Is there a Darth Vader sitting in your leadership team? Worse still, have they been enabled by others rewarding the choices they’ve taken?
Over 100 participants assembled at the York Marriott Hotel on 30th September to hear more from Tony Platton (Psyton HR) about the dark side of leadership.
The path you choose
As young Anakin Skywalker proved in the Star Wars movies- leadership is all about the path you choose to take. Through the use of several complex workplace dilemmas, Tony illustrated that the choices that leaders make can inadvertently set the tone for everything that follows. The language they use, the culture they reward, and also the behaviours/expectations of their followers. All leaders can leave a wake of both ‘light-side’ and ‘dark-side’ traits, depending on how their energy is channelled.
Effective leadership behaviours - is there such a thing?
Tony described effective leadership behaviours in four areas: influence, intention, integrity and followership, giving examples of true leadership being “real influence amongst real followers, who come together under a shared purpose to effect real change.”
Of course any of these leadership behaviours can quickly turn from strengths into potential derailers.
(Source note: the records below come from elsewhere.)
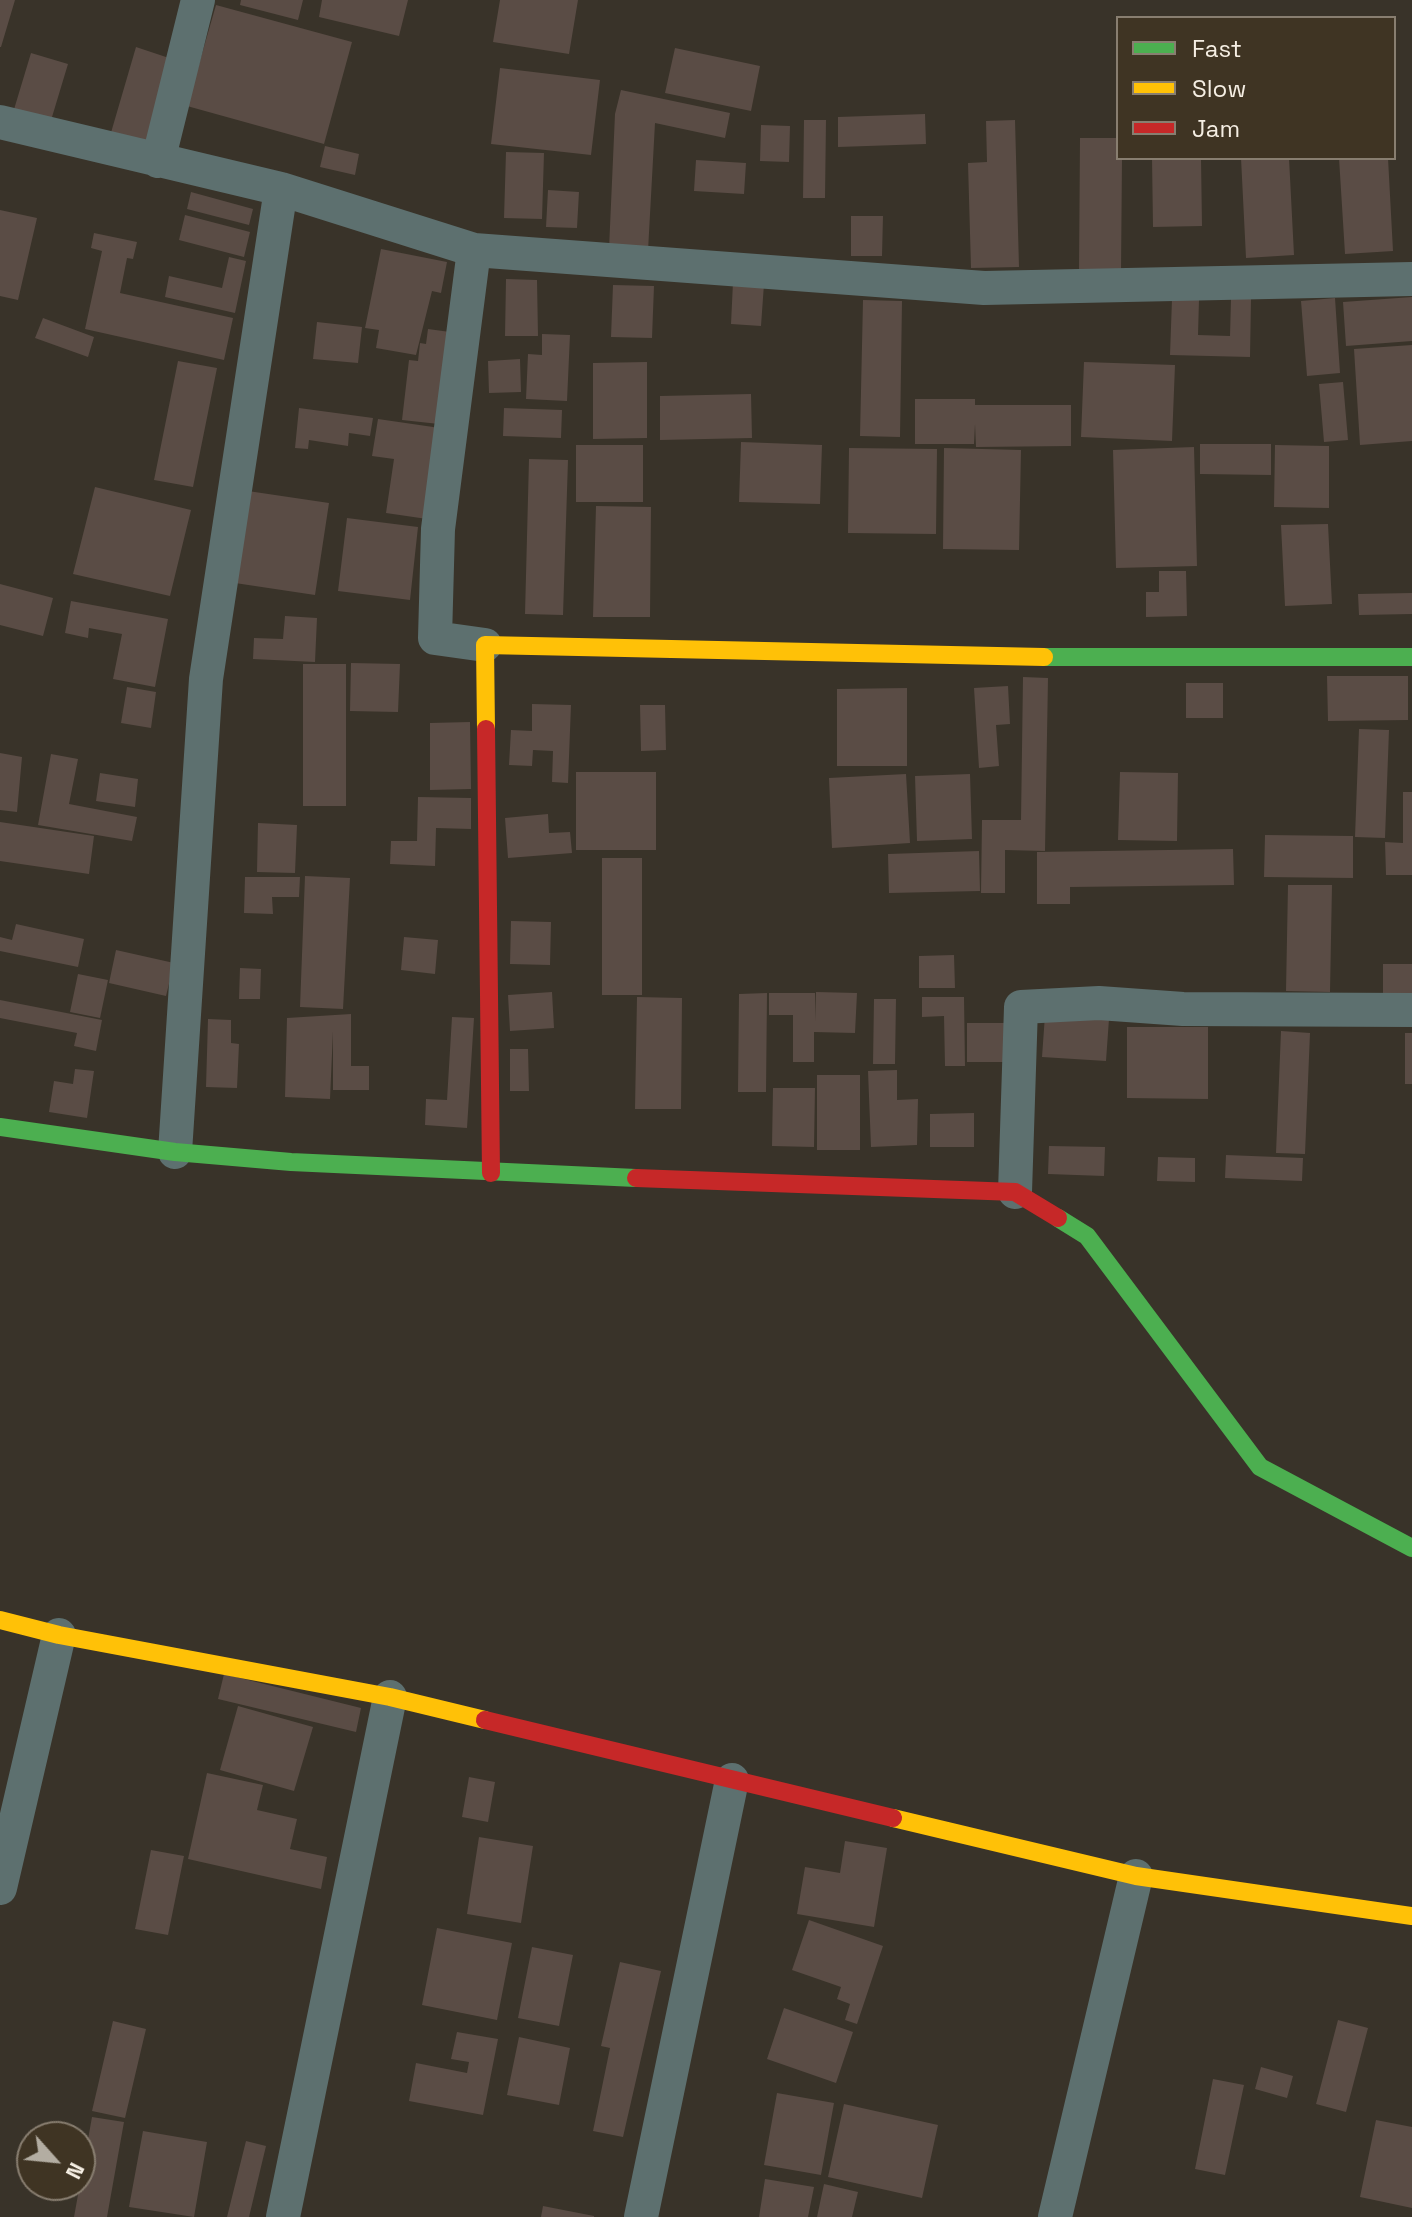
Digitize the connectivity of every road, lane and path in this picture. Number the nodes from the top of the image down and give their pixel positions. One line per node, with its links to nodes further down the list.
1 (198, 0): 3 (street)
2 (0, 122): 3 (street)
3 (158, 161): 4 (street)
4 (281, 189): 5 (street); 11 (street)
5 (474, 250): 6 (street); 7 (street)
6 (1412, 279)
7 (485, 645): 8 (street); 12 (street)
8 (1412, 657)
9 (1412, 1010): 13 (street)
10 (0, 1127): 11 (street)
11 (175, 1152): 12 (street)
12 (491, 1173): 13 (street)
13 (1015, 1192): 14 (street)
14 (1412, 1548)
15 (0, 1620): 16 (street)
16 (59, 1635): 17 (street); 20 (street)
17 (390, 1697): 18 (street); 22 (street)
18 (732, 1780): 19 (street); 23 (street)
19 (1136, 1876): 21 (street); 24 (street)
20 (0, 1888)
21 (1412, 1916)
22 (283, 2217)
23 (641, 2217)
24 (1055, 2217)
Influence, for example, includes ‘power’ - with the potential to be coercive, but which should ideally be multi-directional in order to be most effective. Intention, equally, can be directed in a way that becomes self-serving, but Tony notes that effective leaders take steps to ensure that the self becomes less-important, replaced by a shared purpose. When was the last time you heard a leader say “it is about what we are trying to do here” rather than “can you do this for me”?
The "Peter Principle"
It’s an interesting quirk of workplace hierarchy that an idea such as the ‘Peter Principle’ exists: “people will rise to the point of incompetence.” Dysfunctional or problematic behaviours can arise from many factors. For instance, new leaders might have problems detaching established friendships, in order to be seen as fair and impartial. Elsewhere, experts in specific areas may have found themselves promoted purely due to their linear expertise, only to find challenges adapting to more-diverse demands. And it’s when leaders find themselves in unchartered territory that their behaviour can suddenly switch to the dark side.
How to manage 'dark-side' behaviour
As is often the case, a ‘one size fits all’ approach does not work when managing any kind of behaviour.
Consider your typical Authoritarian leader. Robust, heroic, formal and decisive. So far, so positive, right? Tony also offered some ‘dark side’ behaviours associated with this type of leader: prideful, not always in tune with emotional intelligence, not always humanistic in their intentions, and often imbued with a polarised view of the world. Managing this type of leader has to be handled respectfully, through careful education and encouraging them to stretch their performance.
What about Narcissistic leaders? You know the type: charming, articulate, ambitious and charismatic. It’s hard not to associate some of these traits with many successful leaders in the public eye. But of course the darker aspects of these behaviours can lead to egotistical outlooks, high sensitivity (and in turn, discomfort in the face of criticism), and ruthlessness. Managing and influencing this type of leader typically involves playing to that ego - reassuring them of any fears that may be lurking beneath the surface, and finding ways in which they can redirect their charisma into more positive channels.
Can followers enable ‘dark-side’ behaviours?
The importance of understanding followership to measuring the effectiveness of leadership is well documented. We know from Milgram’s work in the 1970s that groupthink (whilst promoting group harmony) can also reward, enable and elicit the darker aspects of leadership. Human nature is such that many of us can unwillingly respond to authority even if our behaviours conflict with our consciences. Tony argued that effective followers can guard against this, discouraging 'dark-side’ behaviour by fostering truth-telling, as well as thinking critically and independently. Naturally, these behaviours, must, in-turn, be invited and modelled by the leader. It’s two-way street.
Multiple perspectives, better insights
Tony’s session closed by exploring a number of case studies using the EPQL360 Profile. This multi-rater tool offered a measure of differing perceptions about a leader’s behaviour, emotional intelligence and styles of leadership. One key insight after looking at an entire team’s data was that peers and colleagues can very often perceive the darker sides of leadership more easily (and more consistently) than the leader themselves.
In a world where a focus on positivity and appreciation is considered highly effective, Tony reminds us that occasionally, we do have to ask ourselves to look in the developmental mirror from a different angle, accept what we see, and challenge ourselves to be mindful of the darker aspects of our personality.